• _What is being asked_
Report each line of the entries below that includes "paths".

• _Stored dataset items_
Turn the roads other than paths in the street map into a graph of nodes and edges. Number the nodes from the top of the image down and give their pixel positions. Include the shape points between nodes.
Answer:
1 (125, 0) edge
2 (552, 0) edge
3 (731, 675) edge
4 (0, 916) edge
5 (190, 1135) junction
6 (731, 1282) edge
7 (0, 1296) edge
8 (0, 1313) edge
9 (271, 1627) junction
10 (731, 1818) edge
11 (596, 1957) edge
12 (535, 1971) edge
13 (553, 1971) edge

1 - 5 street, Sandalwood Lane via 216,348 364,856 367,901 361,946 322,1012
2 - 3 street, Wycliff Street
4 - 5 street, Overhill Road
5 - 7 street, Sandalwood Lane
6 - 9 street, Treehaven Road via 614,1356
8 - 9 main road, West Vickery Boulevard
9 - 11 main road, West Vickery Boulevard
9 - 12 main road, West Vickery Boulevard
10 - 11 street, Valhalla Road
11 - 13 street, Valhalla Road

---

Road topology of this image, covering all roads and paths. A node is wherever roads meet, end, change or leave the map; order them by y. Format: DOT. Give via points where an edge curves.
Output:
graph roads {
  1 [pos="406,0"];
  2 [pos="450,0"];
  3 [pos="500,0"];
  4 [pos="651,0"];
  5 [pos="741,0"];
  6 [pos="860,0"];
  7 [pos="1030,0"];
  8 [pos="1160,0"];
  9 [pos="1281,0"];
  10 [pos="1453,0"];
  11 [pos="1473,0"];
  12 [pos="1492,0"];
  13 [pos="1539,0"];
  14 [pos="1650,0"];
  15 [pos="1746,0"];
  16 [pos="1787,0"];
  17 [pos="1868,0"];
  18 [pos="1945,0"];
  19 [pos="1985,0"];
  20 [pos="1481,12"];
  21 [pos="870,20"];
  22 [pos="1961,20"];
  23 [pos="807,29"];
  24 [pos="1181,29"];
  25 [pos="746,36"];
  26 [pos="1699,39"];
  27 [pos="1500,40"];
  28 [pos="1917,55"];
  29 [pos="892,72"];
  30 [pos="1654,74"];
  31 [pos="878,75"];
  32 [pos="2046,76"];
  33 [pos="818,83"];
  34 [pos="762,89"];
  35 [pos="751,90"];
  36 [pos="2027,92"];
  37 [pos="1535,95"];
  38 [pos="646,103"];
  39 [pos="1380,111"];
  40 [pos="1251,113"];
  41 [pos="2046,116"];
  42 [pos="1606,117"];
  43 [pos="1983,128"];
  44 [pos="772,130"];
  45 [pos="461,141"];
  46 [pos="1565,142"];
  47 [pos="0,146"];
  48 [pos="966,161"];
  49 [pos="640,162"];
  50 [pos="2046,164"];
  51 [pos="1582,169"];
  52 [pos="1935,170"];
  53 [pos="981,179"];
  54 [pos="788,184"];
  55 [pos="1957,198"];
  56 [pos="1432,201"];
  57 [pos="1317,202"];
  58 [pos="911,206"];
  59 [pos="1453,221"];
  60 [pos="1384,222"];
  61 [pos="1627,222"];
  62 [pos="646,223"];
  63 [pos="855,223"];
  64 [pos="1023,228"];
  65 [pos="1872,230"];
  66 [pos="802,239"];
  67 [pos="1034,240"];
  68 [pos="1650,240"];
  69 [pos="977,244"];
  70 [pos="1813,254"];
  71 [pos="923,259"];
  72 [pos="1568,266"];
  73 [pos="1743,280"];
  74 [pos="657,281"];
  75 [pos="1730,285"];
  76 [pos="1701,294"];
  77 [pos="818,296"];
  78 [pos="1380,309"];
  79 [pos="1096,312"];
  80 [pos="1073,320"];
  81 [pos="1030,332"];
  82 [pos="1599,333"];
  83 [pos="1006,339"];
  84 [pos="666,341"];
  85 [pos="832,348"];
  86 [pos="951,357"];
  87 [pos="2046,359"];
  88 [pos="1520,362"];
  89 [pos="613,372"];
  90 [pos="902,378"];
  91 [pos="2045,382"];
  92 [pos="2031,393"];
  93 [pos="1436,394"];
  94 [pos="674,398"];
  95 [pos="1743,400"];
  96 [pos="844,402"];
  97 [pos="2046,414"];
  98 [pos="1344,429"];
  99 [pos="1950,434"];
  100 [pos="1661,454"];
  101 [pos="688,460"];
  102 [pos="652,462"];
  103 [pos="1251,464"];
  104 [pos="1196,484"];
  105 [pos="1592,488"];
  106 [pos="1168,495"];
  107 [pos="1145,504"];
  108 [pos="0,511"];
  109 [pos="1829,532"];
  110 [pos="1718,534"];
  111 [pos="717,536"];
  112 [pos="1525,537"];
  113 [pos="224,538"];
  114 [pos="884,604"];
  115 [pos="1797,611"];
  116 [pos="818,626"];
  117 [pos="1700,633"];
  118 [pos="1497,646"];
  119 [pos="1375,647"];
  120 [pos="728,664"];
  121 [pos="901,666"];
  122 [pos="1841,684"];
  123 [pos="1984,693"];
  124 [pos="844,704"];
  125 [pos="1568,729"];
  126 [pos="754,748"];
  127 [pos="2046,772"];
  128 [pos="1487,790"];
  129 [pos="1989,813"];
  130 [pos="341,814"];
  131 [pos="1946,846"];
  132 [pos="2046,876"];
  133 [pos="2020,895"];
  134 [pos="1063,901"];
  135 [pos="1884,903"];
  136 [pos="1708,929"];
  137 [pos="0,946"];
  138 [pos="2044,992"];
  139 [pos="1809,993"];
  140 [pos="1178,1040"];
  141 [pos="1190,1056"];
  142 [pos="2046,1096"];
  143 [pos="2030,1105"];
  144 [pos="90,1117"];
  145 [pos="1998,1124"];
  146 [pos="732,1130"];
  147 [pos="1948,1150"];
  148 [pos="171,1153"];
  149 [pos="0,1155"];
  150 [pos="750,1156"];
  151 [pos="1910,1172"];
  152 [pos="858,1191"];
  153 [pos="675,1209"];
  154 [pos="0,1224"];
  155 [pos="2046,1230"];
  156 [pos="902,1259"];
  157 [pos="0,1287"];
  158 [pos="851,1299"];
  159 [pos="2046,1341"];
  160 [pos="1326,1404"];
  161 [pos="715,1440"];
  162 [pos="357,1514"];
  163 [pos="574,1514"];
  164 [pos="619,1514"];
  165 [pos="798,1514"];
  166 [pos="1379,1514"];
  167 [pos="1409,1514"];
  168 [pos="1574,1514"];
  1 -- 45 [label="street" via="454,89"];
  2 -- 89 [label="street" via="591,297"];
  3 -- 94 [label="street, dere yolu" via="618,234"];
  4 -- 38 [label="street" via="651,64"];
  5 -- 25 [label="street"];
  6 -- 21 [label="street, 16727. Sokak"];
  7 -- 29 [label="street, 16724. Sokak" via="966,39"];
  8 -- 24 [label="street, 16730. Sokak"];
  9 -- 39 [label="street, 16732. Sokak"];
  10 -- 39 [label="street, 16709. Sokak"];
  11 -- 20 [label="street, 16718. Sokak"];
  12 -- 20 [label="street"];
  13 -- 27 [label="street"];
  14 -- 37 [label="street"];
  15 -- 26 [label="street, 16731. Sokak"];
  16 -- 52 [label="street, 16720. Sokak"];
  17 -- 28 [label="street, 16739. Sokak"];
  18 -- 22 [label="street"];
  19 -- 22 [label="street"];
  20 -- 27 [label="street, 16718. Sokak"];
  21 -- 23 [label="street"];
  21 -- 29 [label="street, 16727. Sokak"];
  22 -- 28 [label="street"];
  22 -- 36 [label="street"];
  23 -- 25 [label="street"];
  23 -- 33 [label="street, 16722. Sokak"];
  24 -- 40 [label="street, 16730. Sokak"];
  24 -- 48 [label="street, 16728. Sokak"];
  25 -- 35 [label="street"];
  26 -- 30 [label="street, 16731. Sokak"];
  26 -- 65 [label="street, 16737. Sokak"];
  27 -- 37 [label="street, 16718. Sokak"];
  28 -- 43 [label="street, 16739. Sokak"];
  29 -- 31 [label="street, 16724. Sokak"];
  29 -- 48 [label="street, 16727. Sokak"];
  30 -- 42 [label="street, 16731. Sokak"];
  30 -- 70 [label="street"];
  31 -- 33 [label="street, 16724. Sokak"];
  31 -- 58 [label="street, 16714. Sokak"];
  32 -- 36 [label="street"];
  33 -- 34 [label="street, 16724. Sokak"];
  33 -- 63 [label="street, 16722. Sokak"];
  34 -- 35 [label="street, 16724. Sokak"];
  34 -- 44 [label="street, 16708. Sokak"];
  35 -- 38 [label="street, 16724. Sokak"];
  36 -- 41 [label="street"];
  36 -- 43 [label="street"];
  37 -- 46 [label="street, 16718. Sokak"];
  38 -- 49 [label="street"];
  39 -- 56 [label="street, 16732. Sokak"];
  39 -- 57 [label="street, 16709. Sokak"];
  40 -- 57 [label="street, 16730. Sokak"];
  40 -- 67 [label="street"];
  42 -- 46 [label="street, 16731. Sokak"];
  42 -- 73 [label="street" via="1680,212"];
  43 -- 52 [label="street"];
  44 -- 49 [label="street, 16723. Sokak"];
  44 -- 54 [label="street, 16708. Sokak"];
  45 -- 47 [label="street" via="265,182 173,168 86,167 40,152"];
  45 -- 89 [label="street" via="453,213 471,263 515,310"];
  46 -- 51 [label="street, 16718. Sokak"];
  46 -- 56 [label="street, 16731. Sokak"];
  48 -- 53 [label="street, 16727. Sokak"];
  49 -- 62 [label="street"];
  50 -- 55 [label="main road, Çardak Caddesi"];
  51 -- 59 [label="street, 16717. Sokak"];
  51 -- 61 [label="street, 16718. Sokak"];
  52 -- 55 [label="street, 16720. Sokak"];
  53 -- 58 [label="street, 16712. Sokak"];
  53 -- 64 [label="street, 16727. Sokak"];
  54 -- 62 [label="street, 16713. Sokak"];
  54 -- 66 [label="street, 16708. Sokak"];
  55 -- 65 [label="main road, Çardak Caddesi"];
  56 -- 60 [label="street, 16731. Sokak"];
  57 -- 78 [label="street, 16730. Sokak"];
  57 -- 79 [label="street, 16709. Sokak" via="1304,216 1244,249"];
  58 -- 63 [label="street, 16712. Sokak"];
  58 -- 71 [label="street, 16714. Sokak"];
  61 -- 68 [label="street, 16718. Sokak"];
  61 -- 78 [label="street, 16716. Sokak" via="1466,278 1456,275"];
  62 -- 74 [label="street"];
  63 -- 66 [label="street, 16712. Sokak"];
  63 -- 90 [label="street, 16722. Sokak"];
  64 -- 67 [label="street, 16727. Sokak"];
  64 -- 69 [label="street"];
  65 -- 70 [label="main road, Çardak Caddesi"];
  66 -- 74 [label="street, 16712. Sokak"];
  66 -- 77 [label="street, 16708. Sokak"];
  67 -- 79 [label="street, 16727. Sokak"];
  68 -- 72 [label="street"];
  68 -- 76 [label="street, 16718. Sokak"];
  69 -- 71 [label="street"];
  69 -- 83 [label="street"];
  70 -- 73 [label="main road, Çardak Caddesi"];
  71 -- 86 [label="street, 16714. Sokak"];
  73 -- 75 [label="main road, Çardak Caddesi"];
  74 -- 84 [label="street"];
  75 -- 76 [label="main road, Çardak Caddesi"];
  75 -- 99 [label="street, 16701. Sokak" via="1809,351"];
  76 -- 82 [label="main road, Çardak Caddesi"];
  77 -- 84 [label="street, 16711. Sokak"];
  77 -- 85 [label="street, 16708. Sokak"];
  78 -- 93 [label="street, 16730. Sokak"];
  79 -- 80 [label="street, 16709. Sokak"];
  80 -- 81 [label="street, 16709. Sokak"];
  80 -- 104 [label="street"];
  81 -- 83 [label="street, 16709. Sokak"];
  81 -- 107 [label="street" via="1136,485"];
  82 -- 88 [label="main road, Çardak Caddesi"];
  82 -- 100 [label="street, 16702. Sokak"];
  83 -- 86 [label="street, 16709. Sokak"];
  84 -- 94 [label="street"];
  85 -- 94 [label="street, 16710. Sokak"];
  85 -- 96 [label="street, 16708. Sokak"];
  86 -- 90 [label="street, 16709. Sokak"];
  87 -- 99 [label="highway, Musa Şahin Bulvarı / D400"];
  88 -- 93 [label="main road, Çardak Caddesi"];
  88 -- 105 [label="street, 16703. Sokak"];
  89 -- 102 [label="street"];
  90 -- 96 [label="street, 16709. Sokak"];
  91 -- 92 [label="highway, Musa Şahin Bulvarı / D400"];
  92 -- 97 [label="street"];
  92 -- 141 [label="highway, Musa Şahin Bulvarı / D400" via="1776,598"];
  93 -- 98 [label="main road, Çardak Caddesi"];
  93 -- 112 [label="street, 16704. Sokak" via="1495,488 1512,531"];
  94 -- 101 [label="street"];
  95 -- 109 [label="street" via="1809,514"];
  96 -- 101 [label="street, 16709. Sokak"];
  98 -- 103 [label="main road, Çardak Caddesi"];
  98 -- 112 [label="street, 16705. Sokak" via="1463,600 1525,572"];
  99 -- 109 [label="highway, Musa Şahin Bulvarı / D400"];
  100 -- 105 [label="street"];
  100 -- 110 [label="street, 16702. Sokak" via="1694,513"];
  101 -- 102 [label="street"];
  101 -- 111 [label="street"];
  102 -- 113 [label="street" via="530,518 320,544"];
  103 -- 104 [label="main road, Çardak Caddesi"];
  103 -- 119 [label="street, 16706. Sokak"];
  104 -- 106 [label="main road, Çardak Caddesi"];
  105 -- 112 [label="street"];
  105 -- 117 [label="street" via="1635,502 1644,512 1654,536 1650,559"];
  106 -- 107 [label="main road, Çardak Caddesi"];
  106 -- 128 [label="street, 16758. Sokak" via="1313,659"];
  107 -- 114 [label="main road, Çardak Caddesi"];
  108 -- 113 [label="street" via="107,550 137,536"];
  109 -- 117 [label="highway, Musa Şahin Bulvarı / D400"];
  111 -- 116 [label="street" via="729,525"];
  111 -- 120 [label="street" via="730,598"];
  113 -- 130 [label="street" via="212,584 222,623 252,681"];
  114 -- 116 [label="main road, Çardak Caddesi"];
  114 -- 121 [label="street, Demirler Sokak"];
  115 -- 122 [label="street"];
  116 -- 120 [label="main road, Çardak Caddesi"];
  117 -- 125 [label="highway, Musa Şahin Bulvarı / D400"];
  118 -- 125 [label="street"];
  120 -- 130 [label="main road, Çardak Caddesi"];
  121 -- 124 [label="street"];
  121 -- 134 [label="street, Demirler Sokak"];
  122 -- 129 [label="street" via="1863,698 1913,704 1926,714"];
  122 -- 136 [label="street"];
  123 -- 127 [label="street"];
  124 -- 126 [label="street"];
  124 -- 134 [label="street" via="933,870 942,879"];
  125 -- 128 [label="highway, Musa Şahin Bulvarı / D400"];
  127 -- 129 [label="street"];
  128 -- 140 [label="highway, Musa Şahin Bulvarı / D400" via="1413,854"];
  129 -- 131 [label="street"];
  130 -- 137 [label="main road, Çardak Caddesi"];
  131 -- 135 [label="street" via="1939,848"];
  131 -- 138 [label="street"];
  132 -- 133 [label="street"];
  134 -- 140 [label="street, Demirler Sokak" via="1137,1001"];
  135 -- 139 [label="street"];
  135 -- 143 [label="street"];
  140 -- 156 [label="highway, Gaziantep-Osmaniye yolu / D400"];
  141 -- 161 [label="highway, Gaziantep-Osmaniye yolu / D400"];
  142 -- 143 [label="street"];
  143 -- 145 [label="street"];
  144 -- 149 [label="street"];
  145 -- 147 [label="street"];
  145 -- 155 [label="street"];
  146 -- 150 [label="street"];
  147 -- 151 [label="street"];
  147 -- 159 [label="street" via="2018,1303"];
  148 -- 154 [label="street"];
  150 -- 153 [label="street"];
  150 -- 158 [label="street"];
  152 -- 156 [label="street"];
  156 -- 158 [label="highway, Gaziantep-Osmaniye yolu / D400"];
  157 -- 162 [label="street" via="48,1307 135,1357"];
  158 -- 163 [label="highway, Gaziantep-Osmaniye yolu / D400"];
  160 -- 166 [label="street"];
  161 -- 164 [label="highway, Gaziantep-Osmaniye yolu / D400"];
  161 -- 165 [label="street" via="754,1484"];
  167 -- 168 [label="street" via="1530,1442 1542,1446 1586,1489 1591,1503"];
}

• _Completed task_
Turn the roads other than paths in the street map into a graph of nodes and edges. Number the nodes from the top of the image down and give their pixel positions. Include the shape points between nodes.
Road topology of this image, covering all roads and paths. A node is wherever roads meet, end, change or leave the map; order them by y. Format: DOT. Give via points where an edge curves.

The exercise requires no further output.